▶ Record extracts:
= Beginning of Section =

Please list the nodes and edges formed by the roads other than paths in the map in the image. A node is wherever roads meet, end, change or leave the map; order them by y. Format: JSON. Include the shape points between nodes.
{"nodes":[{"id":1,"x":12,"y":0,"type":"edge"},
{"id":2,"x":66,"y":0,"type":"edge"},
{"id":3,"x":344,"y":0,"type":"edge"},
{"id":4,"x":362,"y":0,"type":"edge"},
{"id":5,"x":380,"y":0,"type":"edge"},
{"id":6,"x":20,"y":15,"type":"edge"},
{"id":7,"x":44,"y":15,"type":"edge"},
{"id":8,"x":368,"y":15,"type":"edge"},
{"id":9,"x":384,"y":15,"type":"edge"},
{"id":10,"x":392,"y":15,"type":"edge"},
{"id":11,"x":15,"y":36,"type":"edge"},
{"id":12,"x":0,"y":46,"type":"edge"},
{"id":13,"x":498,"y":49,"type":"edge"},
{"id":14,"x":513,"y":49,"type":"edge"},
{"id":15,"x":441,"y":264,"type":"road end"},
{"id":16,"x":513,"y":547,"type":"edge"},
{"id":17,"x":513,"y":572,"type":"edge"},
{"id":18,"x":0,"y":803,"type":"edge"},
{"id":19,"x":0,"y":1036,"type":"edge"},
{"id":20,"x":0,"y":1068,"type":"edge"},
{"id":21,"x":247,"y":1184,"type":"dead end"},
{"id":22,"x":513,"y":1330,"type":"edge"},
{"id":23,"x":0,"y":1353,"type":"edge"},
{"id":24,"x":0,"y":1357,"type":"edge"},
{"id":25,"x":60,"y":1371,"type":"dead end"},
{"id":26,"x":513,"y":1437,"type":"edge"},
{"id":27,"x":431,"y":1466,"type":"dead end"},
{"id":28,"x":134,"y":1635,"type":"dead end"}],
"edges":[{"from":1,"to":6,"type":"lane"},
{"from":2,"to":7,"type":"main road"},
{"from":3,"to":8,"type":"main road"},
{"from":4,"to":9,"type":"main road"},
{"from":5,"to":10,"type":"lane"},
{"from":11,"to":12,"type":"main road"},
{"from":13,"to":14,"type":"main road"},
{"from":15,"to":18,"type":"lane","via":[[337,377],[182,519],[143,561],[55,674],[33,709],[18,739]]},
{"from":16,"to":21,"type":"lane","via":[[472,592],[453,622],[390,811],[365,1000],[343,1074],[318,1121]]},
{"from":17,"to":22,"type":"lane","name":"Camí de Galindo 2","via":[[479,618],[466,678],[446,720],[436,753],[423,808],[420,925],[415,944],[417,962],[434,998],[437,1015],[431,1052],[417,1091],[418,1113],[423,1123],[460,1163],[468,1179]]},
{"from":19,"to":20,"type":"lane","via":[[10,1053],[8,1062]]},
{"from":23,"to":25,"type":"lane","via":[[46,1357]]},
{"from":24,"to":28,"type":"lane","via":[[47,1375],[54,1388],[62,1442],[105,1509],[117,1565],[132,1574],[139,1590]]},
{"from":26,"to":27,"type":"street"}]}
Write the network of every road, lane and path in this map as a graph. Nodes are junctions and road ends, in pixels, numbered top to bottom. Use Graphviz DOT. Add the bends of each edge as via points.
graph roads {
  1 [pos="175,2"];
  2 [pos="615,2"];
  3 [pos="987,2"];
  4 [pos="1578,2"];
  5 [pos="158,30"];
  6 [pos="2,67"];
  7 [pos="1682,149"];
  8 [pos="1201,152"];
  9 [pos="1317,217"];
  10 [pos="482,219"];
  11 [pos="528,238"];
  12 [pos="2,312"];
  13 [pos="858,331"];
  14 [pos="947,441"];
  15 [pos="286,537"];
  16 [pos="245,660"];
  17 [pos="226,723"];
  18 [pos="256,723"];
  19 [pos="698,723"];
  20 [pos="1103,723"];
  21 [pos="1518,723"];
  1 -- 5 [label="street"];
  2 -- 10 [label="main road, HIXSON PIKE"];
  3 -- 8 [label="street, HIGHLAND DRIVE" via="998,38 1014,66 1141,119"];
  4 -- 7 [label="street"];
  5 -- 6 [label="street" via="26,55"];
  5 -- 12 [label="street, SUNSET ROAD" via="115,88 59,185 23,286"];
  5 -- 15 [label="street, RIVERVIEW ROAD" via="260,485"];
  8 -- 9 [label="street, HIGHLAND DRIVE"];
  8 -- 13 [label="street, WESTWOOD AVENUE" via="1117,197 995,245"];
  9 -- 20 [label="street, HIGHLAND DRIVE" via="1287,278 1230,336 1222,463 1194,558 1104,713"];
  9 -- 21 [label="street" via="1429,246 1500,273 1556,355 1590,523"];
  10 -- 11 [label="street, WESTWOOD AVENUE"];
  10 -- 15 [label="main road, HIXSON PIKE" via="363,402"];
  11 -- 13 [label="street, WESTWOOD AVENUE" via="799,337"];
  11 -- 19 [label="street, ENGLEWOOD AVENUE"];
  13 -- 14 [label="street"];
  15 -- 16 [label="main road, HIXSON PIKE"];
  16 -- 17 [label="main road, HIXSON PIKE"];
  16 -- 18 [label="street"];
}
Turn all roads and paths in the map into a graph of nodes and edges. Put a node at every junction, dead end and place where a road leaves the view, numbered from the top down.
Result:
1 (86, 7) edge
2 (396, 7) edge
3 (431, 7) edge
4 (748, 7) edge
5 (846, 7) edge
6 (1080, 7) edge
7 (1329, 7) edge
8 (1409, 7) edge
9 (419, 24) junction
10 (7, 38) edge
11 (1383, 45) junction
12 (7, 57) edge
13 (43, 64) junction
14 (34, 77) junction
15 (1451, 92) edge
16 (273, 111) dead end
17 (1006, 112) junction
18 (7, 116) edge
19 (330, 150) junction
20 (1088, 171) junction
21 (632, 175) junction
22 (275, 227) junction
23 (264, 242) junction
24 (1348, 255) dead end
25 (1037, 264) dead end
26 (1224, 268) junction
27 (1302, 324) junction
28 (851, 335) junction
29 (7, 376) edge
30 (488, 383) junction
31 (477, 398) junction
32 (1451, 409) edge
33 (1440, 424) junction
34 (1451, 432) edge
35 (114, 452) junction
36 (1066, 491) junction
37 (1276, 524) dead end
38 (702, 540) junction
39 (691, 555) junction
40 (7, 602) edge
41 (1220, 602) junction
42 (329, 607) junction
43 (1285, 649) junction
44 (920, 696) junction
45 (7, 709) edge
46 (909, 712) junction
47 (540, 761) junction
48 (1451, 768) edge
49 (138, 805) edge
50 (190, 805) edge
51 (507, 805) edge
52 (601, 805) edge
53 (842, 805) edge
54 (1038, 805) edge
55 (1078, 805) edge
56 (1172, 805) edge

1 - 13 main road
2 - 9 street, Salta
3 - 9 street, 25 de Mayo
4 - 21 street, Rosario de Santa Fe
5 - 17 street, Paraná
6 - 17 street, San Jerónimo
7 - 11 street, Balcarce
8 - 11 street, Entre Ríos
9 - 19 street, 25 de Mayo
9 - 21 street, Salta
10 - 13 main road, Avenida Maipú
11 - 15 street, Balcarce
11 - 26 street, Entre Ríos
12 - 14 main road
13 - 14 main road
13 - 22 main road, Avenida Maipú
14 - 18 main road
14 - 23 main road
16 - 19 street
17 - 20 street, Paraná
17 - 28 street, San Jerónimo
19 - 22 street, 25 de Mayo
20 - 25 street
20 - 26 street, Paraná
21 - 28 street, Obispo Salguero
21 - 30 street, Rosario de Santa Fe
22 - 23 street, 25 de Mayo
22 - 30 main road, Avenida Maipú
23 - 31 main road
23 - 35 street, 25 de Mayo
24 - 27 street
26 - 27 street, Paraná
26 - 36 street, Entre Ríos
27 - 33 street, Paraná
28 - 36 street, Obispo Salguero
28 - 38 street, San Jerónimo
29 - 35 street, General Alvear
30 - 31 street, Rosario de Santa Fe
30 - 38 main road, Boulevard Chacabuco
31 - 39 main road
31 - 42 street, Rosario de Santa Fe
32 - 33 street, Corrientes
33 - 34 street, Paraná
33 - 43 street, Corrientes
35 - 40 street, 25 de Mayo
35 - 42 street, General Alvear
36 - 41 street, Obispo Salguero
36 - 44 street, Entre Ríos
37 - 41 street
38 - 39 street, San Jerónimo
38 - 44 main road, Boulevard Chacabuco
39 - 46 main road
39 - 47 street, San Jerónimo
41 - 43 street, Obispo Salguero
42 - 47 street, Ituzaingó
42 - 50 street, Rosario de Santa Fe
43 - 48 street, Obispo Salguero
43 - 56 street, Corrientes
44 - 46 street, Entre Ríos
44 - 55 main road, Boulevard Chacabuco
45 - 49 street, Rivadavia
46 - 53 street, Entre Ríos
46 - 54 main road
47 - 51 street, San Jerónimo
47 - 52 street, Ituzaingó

= End of Section =

▶ Assignment: Could you copy out every line in the listing where the word "Santa" appears?

▶ Reply:
4 - 21 street, Rosario de Santa Fe
21 - 30 street, Rosario de Santa Fe
30 - 31 street, Rosario de Santa Fe
31 - 42 street, Rosario de Santa Fe
42 - 50 street, Rosario de Santa Fe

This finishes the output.